TOCANDO PIANO E BAIXANDO O SANTO Ouço pela primeira vez o álbum Dark intervals, do Keith Jarrett, 1988. Vou conferi-lo por causa da faixa Parallels, que ouvi numa postagem do Rick Beato e que, assim, de orelhada, me pareceu razoavelmente promissora. Contudo, como em tudo que o Keith Jarrett faz, Parallels também fracassa. A coisa começa interessante, vibrante até, Keith explorando algum território modal, fazendo contrapontos com jeitão de J. S. Bach. Mas a música não se desenvolve. Começa a acumular entulho sonoro até que desaba. Música que não se desenvolve não é demérito quando o não desenvolvimento é uma estética assumida e conscientizada, como no caso do minimalismo. Mas Jarrett não é minimalista, é apenas um maximalista repetitivo que se repete por não saber pra onde ir. Não tem intimidade com o universo eminentemente sonoro (altura, duração, timbre, intensidade), como compositores não desenvolvimentistas como Morton Feldman e, vá lá, John Cage, demonstram ter. É mais um fenômeno sociológico do que musical. Suas performances tocando piano e baixando o santo, seus gemidos orgásticos, sua liberdade de expressão (v. Menudo, “não se reprima, mate sua prima, com estricnina”) parecem ir ao encontro dos anseios estéticos e existenciais daquelas pessoas, hum, como é que eu poderia dizer?, ah, sei lá, aquelas pessoas, jornalistas, publicitários, maconheiros, tomadores de ayahuasca, eleitores do PT e do PSOL, praticantes relapsos de ioga, frequentadores de mostras de cinema, etc., etc.

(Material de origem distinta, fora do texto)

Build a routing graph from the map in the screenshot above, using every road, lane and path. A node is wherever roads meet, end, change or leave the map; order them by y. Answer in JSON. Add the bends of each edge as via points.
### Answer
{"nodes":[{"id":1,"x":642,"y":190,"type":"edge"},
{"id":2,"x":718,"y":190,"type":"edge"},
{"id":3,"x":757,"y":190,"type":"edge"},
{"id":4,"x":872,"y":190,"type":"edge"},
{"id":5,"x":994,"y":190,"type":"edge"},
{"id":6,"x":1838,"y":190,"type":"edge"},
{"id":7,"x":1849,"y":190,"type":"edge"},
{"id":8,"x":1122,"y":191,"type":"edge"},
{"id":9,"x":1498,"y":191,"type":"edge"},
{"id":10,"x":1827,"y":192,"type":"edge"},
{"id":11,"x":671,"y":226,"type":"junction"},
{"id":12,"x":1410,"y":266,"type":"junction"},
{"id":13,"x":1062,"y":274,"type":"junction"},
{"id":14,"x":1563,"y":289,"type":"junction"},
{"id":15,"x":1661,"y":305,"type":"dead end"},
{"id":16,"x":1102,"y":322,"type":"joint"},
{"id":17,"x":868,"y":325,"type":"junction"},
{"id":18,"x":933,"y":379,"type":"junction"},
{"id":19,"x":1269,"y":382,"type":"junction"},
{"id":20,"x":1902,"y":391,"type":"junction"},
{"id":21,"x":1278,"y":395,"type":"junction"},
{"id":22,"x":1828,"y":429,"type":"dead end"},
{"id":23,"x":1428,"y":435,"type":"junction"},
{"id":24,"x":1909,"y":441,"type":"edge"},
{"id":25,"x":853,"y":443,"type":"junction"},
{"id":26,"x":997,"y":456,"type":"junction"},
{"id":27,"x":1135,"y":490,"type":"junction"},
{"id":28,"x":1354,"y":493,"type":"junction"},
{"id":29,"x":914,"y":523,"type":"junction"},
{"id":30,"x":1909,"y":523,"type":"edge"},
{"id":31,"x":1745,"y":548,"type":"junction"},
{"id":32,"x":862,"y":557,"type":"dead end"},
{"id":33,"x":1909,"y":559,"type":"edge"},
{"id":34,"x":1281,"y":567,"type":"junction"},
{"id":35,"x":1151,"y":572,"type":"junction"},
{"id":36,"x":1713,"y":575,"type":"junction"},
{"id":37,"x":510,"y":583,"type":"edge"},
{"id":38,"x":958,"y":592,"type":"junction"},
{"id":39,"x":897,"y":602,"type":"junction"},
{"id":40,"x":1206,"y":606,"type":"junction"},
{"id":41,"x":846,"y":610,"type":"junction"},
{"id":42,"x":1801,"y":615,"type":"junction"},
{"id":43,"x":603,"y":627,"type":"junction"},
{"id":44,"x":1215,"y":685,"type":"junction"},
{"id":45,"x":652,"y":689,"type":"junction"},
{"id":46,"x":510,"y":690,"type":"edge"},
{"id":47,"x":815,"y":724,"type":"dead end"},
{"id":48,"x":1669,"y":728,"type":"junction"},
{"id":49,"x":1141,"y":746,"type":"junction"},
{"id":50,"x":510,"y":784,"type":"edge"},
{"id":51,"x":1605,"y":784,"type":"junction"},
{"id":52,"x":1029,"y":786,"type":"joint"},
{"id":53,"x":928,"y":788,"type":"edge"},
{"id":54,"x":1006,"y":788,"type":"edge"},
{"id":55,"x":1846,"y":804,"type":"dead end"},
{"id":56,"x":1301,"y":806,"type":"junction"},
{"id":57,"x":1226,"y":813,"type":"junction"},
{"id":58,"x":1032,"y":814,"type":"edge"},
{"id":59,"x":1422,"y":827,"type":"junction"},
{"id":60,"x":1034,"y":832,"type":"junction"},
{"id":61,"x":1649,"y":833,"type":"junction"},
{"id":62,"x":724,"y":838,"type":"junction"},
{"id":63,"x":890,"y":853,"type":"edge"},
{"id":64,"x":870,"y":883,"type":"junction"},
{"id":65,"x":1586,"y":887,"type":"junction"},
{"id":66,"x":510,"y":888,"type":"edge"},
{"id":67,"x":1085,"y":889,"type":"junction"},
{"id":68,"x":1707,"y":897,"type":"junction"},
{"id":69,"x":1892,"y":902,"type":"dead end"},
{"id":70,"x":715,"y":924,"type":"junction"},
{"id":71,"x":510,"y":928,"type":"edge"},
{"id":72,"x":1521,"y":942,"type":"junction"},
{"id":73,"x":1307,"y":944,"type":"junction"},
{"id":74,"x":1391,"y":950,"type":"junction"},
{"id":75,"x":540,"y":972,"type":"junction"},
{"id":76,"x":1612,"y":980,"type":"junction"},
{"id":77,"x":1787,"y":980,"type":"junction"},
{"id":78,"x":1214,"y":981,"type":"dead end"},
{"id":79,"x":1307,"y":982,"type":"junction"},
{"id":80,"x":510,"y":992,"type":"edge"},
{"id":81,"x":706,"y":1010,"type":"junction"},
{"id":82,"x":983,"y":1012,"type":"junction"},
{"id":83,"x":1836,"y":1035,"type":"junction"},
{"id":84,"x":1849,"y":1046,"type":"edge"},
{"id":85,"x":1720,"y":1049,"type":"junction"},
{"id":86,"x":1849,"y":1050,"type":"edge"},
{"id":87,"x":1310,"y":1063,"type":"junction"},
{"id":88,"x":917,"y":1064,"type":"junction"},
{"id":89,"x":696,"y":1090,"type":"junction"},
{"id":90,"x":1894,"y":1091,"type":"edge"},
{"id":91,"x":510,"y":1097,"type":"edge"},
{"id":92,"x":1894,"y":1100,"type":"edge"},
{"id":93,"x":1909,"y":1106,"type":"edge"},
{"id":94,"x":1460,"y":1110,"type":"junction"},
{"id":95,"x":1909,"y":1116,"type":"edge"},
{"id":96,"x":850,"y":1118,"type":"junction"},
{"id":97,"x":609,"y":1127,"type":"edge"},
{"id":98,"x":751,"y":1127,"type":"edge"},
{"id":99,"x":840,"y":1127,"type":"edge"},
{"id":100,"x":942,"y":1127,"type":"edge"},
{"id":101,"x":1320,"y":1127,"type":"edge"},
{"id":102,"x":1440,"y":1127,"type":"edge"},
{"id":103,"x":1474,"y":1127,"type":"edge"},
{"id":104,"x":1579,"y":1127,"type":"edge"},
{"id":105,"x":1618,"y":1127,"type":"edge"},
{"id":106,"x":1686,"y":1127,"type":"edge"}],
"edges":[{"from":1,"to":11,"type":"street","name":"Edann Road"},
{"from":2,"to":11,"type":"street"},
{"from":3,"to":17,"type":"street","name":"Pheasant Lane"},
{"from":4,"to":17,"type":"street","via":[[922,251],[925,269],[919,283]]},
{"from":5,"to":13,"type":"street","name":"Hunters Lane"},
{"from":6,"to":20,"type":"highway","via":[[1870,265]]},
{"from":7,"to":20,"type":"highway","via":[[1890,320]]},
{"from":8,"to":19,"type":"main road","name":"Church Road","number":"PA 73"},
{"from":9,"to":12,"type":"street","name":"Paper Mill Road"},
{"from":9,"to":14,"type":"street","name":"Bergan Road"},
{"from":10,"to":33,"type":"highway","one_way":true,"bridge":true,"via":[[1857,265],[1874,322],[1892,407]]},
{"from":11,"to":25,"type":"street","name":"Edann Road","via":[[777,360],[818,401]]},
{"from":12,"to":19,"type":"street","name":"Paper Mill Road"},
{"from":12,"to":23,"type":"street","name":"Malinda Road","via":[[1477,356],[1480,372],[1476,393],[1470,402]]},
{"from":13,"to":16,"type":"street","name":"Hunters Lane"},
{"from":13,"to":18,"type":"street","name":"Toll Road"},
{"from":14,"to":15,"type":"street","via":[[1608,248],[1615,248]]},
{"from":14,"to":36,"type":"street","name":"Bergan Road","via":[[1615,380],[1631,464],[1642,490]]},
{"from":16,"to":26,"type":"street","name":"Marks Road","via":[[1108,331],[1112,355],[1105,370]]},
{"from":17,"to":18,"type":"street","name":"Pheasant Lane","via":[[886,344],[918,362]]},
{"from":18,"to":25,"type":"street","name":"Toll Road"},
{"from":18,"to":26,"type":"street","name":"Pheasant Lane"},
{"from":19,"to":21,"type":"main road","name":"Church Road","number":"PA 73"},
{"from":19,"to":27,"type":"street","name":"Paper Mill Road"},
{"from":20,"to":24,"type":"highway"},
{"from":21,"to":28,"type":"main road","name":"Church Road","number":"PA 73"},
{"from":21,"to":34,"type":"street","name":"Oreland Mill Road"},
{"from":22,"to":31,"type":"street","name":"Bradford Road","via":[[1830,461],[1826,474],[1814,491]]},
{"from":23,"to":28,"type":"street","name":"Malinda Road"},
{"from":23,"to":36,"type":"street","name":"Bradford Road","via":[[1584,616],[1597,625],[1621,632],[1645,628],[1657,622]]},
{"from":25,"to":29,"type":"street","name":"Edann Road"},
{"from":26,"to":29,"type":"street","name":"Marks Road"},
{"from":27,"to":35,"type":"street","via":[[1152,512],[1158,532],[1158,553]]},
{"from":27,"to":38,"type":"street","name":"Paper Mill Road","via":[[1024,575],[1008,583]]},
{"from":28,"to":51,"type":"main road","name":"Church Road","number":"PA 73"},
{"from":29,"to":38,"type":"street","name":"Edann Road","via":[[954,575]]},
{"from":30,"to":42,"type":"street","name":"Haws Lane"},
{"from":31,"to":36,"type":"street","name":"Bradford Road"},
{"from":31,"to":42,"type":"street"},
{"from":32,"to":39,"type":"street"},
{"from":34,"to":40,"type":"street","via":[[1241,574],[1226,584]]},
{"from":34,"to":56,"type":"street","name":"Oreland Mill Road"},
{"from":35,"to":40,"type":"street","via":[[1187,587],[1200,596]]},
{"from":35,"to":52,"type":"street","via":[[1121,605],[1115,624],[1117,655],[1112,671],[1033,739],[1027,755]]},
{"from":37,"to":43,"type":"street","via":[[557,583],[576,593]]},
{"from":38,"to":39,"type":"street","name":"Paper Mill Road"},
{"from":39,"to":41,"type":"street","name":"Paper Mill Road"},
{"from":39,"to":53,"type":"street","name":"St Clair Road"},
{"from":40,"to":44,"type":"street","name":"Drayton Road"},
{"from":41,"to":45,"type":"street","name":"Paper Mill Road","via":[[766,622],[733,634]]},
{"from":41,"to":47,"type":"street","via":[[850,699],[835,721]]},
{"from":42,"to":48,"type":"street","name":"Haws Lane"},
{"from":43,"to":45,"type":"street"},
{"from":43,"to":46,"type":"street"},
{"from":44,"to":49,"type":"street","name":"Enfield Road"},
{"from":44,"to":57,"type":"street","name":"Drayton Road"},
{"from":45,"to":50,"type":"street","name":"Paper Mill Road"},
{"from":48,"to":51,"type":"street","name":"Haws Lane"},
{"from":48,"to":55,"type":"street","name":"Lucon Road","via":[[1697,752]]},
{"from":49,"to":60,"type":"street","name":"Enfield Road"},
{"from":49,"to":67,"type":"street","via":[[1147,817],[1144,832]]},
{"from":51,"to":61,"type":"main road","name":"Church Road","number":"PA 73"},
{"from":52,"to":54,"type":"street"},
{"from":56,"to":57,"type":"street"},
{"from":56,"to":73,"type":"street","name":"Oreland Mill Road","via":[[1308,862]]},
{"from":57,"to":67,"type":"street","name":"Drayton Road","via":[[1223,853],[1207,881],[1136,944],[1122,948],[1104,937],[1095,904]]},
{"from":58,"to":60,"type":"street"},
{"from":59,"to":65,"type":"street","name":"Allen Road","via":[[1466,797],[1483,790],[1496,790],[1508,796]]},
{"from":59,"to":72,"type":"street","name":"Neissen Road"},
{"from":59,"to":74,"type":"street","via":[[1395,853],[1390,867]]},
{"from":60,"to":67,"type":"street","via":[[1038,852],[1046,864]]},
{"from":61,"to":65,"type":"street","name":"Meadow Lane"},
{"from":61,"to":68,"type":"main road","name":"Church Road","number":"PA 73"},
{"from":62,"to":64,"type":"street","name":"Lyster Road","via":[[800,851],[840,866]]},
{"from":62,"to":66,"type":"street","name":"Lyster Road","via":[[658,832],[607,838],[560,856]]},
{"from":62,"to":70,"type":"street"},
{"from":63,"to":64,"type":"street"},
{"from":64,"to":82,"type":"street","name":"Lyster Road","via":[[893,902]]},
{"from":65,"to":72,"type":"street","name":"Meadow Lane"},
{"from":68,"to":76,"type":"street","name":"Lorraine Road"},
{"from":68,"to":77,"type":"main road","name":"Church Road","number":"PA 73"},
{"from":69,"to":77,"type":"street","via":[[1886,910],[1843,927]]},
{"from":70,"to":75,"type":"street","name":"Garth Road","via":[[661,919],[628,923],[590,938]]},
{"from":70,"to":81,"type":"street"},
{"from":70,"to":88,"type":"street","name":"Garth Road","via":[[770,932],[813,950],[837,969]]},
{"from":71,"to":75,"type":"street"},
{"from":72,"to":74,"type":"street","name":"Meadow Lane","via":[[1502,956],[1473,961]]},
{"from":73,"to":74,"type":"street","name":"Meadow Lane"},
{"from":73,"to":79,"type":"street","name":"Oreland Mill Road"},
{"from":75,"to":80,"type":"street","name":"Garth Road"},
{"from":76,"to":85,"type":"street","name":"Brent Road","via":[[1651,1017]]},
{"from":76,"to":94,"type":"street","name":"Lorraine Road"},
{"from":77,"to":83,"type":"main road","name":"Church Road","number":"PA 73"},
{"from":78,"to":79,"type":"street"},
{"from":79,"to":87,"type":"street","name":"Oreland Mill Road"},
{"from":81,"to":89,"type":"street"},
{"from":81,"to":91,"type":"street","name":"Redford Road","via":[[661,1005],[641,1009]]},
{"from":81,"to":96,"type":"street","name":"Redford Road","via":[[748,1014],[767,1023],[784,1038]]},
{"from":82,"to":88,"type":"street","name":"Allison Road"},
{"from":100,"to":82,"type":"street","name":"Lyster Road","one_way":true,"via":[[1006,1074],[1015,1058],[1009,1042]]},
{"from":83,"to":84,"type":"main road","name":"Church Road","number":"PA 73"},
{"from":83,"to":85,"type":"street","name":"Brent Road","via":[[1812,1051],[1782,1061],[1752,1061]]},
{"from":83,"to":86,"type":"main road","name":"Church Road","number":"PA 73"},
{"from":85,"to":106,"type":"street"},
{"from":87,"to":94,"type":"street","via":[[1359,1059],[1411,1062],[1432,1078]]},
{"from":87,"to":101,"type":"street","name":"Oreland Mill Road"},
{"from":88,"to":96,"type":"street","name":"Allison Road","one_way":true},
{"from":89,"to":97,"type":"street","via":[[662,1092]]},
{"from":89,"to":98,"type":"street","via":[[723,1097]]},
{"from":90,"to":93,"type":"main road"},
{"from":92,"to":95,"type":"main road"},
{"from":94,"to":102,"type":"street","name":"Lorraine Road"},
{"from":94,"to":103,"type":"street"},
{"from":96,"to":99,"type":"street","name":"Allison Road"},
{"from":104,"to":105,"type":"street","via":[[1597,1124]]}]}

DESCEU À MANSÃO DOS MORTOS, ETC., ETC. Revejo Filme demência, Carlos Reichenbach, 1986. O mergulho na madrugada empreendido pelo personagem do Ênio Gonçalves, dono de uma fábrica de cigarros que faliu, é análogo às incursões pela madrugada de Tom Cruise em Eyes wide shut e de Griffin Dunne em After hours, incursões que remetem ao arquétipo de descida aos infernos. As mulheres no filme, exceto uma menina lá que é uma alegoria de elevação espiritual, são todas umas harpias ninfomaníacas (v. Agosto, Rubem Fonseca), umas piores, outras menos piores – Imara Reis (gostosíssima, aliás), a esposa que pede o divórcio quando o cara quebra, Alvamar Taddei, a piranha profissional mancomunada com achacadores, umas outras lá, uma ex-amante e uma garota para quem ele dá carona, essas depravadas sem maiores ambições, senão a de manter a vida e suas substâncias no nível mais pedestre possível. Sou apaixonado por esse filme e nunca vou me cansar de revê-lo.
EXU CADEIRA E AS POLTRONAS AMESTRADAS O único cara de banda realmente gente fina com quem tive oportunidade de conversar foi o Falcão, dos Excomungados. Lá por 1990 ele dava aula de História no Colégio Avanço, na Rua Santa Justina (equivalente paulistano do Pinheirão, Hilário de Gouveia, Copacabana). Falcão era uma figura realmente punk, meio parecido com o Didi Mocó, com vários dentes faltando, falando de marxismo de maneira muito séria, sem qualquer traço da histeria lacradora que poucos anos depois, sabe-se lá por que, dominou a militância de esquerda. Gostei dele. Passo décadas sem me lembrar do Falcão até que ontem me lembro. Vou procurar no YouTube a música dos Excomungados que fala do acidente da Union Carbide em Bhopal, Índia, 1984, Union Carbide dá amostra grátis pra dois mil na Índia. Vejo que a banda lançou um disco em 1990 e que lá estão todos seus greatest hits, Union Carbide, Vida de operário, Louco é você que tá querendo me internar, etc., etc. São bem engraçadas as letras. E Falcão canta com aquela voz de Exu sendo exorcizado pelo missionário Davi Miranda, que é a mesma voz do cara do Olho Seco, você devia de proibir a migração do povão (ops!), que pelo jeito é o jeito paulistano punk de cantar, Ed Sullivan e Massadas apresenta, Exu Cadeira e as Poltronas Amestradas.
PIADAS DO SÉCULO PASSADO Aquela lá que o Costinha conta do português da quitanda que diz pras duas bichinhas que ele só vende três bananas, etc., etc.